Она не перекрестилась. Рука её так и осталась на фартуке. Только губ её коснулось что-то — не молитва, а будто она вполголоса звала кого-то по имени, далеко, как зовут с крыльца в потёмках, уже наперёд зная, что не откликнется.
* * *
В свою половину он ушёл, когда лампадка у неё стала припадать.
У себя он тоже не затопил. Сел к столу в нетопленой стыни, не сняв пальто. Рука сама достала отцовские часы и положила на стол.
Секундная стрелка двигалась по кругу, переступая с деления на деление. Четыре таких шажка — средний срок; три — пять — весь короткий век запала после накола. Отмерить эти секунды он умел. Недели две назад, в холодной конторе, он не знал только, где начнётся этот короткий отсчёт и в чьей руке он кончится разрывом. Теперь место было известно: где-то под немцем, в дыму. Может, в Митрофановой руке, может — в соседней, почти через одного. Но в чьей именно — этого он не отмерит вовек. Казённая бумага придёт после, в списках, и будет в ней «убит», и не будет в ней — чья жестянка, чьё клеймо, его ли мета свела те секунды к разрыву или другая, с другого двора, из другого десятка. Числа, что одно теперь и весило, не существовало. Его нельзя было взять ни на изломе, ни на пробе, ни по стрелке, ни на самых верных весах. Счёт, которым он отроду ловил всякую ложь и всякую недостачу, на этом одном — молчал.
Стрелка дошла круг и пошла на новый. Под ней не лежало больше ничего, что считать. Часы мерили теперь только себя — пустое, ничьё время, и ещё, и ещё. Хабаров не отвёл глаз. Он сидел в темноте, в нетопленой комнате; он не согнулся — и впервые не видел в этом никакой цены; за стеной, в красном углу, припадая, дотлевала чужая лампадка над листком; а где-то у реки под паром стоял состав, и снег ложился на короба, и завод гудел из-под ваты — ровно, не сбиваясь, отсчитывая свою тысячу на сутки, которой не было ни конца, ни цены.
Глава 15
«Двое за верстаком»
Ответ пришёл на десятый день — скорее, чем Хабаров отмерил бы такому письму срок.

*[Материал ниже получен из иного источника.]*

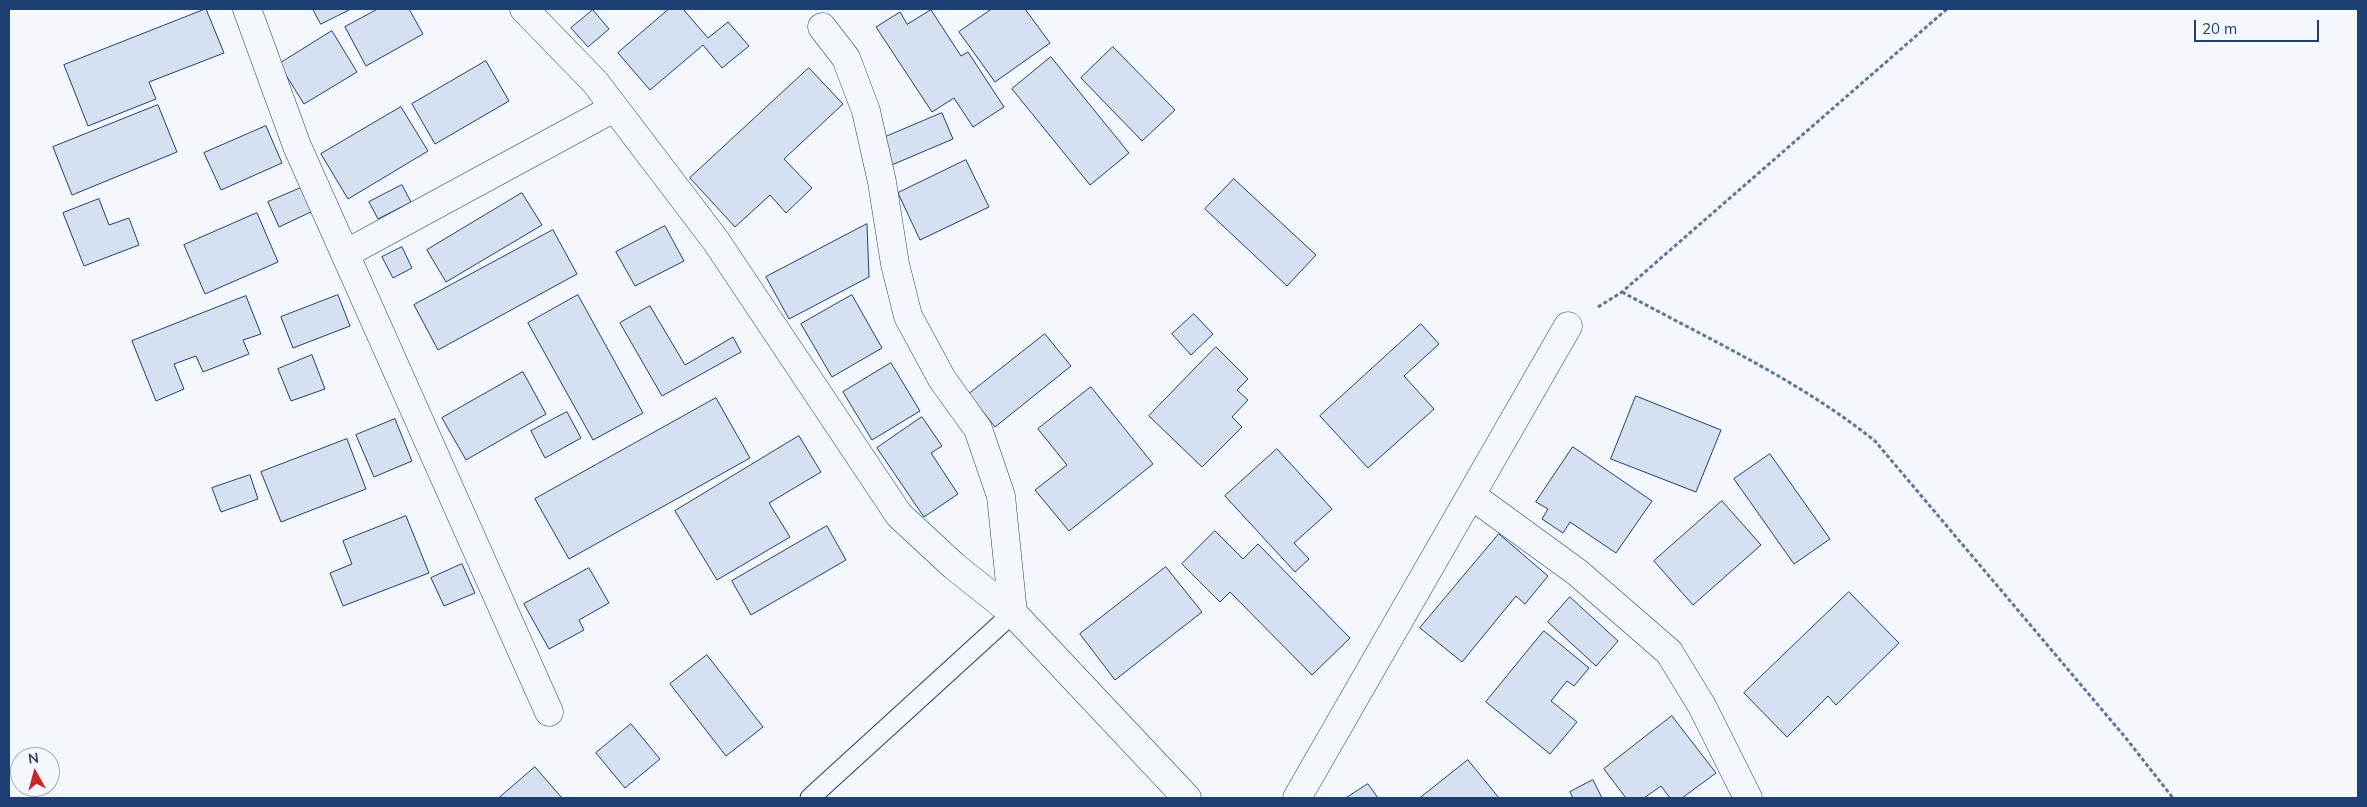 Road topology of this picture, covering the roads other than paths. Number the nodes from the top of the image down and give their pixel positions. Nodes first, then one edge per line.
1 (247, 9) edge
2 (524, 9) edge
3 (822, 27) dead end
4 (614, 108) junction
5 (345, 254) junction
6 (1568, 326) road end
7 (1470, 495) junction
8 (1013, 613) junction
9 (549, 712) dead end
10 (810, 798) edge
11 (1187, 798) edge
12 (1296, 798) edge
13 (1748, 798) edge

1 - 5 street
2 - 4 street
3 - 8 street
4 - 5 street
4 - 8 street
5 - 9 street
6 - 7 street
7 - 12 street
7 - 13 street
8 - 10 lane
8 - 11 street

Он не ждал его вовсе и жил эти дни тем, что лежало перед глазами: навалом под рогожей, подводами, погрузкой у реки. Записка опять позвала его в заводоуправление — тем же утренним порядком, каким две недели назад звали к третьей бумаге.
Вельяминов держал в руках не папку с тесёмками — одинокий лист, с орлом и казённым номером, и держал чуть на отлёте, как держат бумагу, которой не рады, но и оспорить не могут.
— Вам командировка, подпоручик. — Голос был ровный. — По отношению Артиллерийского комитета, проведённому через Главное управление и округ. На оружейный полигон Офицерской стрелковой школы, по части единой меры опытных образцов. — Он положил лист на сукно и выровнял углом к краю, хотя лист и без того лежал ровно. — Вся цепочка соблюдена. Даже придраться не к чему. Вы, я вижу, обзавелись в столице ходатаями.
Хабаров узнал строку. «По опыту в части единой меры» — теми же словами полтора месяца назад округ против воли пересказал чужое распоряжение. Тогда за строкой стоял Загряжский. Стоял и теперь — он ли, тот ли, кому Загряжский в свой черёд шепнул. Письмо дошло. Не оно одно начало движение: копия легла Загряжскому в уже открытое дело, а Фёдоров ждал ответа на прежний запрос. Дверь отперлась — и за ней на сей раз была не пустая комната, а вызов на самый полигон.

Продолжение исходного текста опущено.